┌─ Provided records

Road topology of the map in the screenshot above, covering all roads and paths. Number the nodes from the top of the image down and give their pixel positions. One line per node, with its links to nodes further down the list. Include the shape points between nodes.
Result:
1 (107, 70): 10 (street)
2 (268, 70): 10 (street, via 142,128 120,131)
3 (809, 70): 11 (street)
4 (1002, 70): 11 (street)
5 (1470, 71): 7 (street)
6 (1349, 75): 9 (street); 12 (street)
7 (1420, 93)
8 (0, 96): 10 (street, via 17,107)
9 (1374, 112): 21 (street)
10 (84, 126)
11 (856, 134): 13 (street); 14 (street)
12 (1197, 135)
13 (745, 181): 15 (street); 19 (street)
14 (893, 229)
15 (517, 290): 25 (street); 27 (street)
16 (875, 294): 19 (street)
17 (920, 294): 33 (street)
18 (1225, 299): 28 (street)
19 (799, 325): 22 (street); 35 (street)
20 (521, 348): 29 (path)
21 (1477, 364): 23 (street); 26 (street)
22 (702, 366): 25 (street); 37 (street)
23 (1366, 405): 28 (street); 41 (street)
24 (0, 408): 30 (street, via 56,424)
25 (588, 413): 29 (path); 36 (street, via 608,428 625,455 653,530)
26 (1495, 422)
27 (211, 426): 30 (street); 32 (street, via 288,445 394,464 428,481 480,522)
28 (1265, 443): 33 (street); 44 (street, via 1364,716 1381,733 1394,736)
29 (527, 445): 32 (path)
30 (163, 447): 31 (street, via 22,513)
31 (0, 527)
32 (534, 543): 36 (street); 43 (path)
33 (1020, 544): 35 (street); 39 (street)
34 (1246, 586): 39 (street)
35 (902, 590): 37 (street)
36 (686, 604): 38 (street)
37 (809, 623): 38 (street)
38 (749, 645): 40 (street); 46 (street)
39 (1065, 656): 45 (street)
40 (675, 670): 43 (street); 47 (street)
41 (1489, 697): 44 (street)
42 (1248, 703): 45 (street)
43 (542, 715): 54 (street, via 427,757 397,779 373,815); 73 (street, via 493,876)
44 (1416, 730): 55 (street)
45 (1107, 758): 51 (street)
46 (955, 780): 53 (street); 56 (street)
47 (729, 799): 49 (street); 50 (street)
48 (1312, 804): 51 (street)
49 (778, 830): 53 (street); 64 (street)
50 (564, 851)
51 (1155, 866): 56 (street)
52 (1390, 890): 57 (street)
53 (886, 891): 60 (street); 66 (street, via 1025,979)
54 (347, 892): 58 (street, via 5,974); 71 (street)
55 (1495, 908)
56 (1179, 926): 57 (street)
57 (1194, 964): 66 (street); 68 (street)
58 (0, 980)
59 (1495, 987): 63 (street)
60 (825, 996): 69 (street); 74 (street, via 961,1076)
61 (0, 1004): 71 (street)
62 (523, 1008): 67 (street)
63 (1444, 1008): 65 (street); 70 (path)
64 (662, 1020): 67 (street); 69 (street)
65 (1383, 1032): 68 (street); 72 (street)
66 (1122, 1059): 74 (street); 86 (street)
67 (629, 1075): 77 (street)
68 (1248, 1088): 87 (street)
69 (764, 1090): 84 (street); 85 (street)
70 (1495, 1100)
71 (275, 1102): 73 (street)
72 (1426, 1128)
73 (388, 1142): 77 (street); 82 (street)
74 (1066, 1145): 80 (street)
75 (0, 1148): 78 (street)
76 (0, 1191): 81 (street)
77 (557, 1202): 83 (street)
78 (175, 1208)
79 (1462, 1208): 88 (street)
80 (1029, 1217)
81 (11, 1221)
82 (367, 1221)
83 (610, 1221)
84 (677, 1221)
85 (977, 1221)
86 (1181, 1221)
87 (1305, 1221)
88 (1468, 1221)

└─

» **Problem statement**
Retype each line of the listing exactly as it was given above.

» **Solution for this problem**
Road topology of the map in the screenshot above, covering all roads and paths. Number the nodes from the top of the image down and give their pixel positions. One line per node, with its links to nodes further down the list. Include the shape points between nodes.
Result:
1 (107, 70): 10 (street)
2 (268, 70): 10 (street, via 142,128 120,131)
3 (809, 70): 11 (street)
4 (1002, 70): 11 (street)
5 (1470, 71): 7 (street)
6 (1349, 75): 9 (street); 12 (street)
7 (1420, 93)
8 (0, 96): 10 (street, via 17,107)
9 (1374, 112): 21 (street)
10 (84, 126)
11 (856, 134): 13 (street); 14 (street)
12 (1197, 135)
13 (745, 181): 15 (street); 19 (street)
14 (893, 229)
15 (517, 290): 25 (street); 27 (street)
16 (875, 294): 19 (street)
17 (920, 294): 33 (street)
18 (1225, 299): 28 (street)
19 (799, 325): 22 (street); 35 (street)
20 (521, 348): 29 (path)
21 (1477, 364): 23 (street); 26 (street)
22 (702, 366): 25 (street); 37 (street)
23 (1366, 405): 28 (street); 41 (street)
24 (0, 408): 30 (street, via 56,424)
25 (588, 413): 29 (path); 36 (street, via 608,428 625,455 653,530)
26 (1495, 422)
27 (211, 426): 30 (street); 32 (street, via 288,445 394,464 428,481 480,522)
28 (1265, 443): 33 (street); 44 (street, via 1364,716 1381,733 1394,736)
29 (527, 445): 32 (path)
30 (163, 447): 31 (street, via 22,513)
31 (0, 527)
32 (534, 543): 36 (street); 43 (path)
33 (1020, 544): 35 (street); 39 (street)
34 (1246, 586): 39 (street)
35 (902, 590): 37 (street)
36 (686, 604): 38 (street)
37 (809, 623): 38 (street)
38 (749, 645): 40 (street); 46 (street)
39 (1065, 656): 45 (street)
40 (675, 670): 43 (street); 47 (street)
41 (1489, 697): 44 (street)
42 (1248, 703): 45 (street)
43 (542, 715): 54 (street, via 427,757 397,779 373,815); 73 (street, via 493,876)
44 (1416, 730): 55 (street)
45 (1107, 758): 51 (street)
46 (955, 780): 53 (street); 56 (street)
47 (729, 799): 49 (street); 50 (street)
48 (1312, 804): 51 (street)
49 (778, 830): 53 (street); 64 (street)
50 (564, 851)
51 (1155, 866): 56 (street)
52 (1390, 890): 57 (street)
53 (886, 891): 60 (street); 66 (street, via 1025,979)
54 (347, 892): 58 (street, via 5,974); 71 (street)
55 (1495, 908)
56 (1179, 926): 57 (street)
57 (1194, 964): 66 (street); 68 (street)
58 (0, 980)
59 (1495, 987): 63 (street)
60 (825, 996): 69 (street); 74 (street, via 961,1076)
61 (0, 1004): 71 (street)
62 (523, 1008): 67 (street)
63 (1444, 1008): 65 (street); 70 (path)
64 (662, 1020): 67 (street); 69 (street)
65 (1383, 1032): 68 (street); 72 (street)
66 (1122, 1059): 74 (street); 86 (street)
67 (629, 1075): 77 (street)
68 (1248, 1088): 87 (street)
69 (764, 1090): 84 (street); 85 (street)
70 (1495, 1100)
71 (275, 1102): 73 (street)
72 (1426, 1128)
73 (388, 1142): 77 (street); 82 (street)
74 (1066, 1145): 80 (street)
75 (0, 1148): 78 (street)
76 (0, 1191): 81 (street)
77 (557, 1202): 83 (street)
78 (175, 1208)
79 (1462, 1208): 88 (street)
80 (1029, 1217)
81 (11, 1221)
82 (367, 1221)
83 (610, 1221)
84 (677, 1221)
85 (977, 1221)
86 (1181, 1221)
87 (1305, 1221)
88 (1468, 1221)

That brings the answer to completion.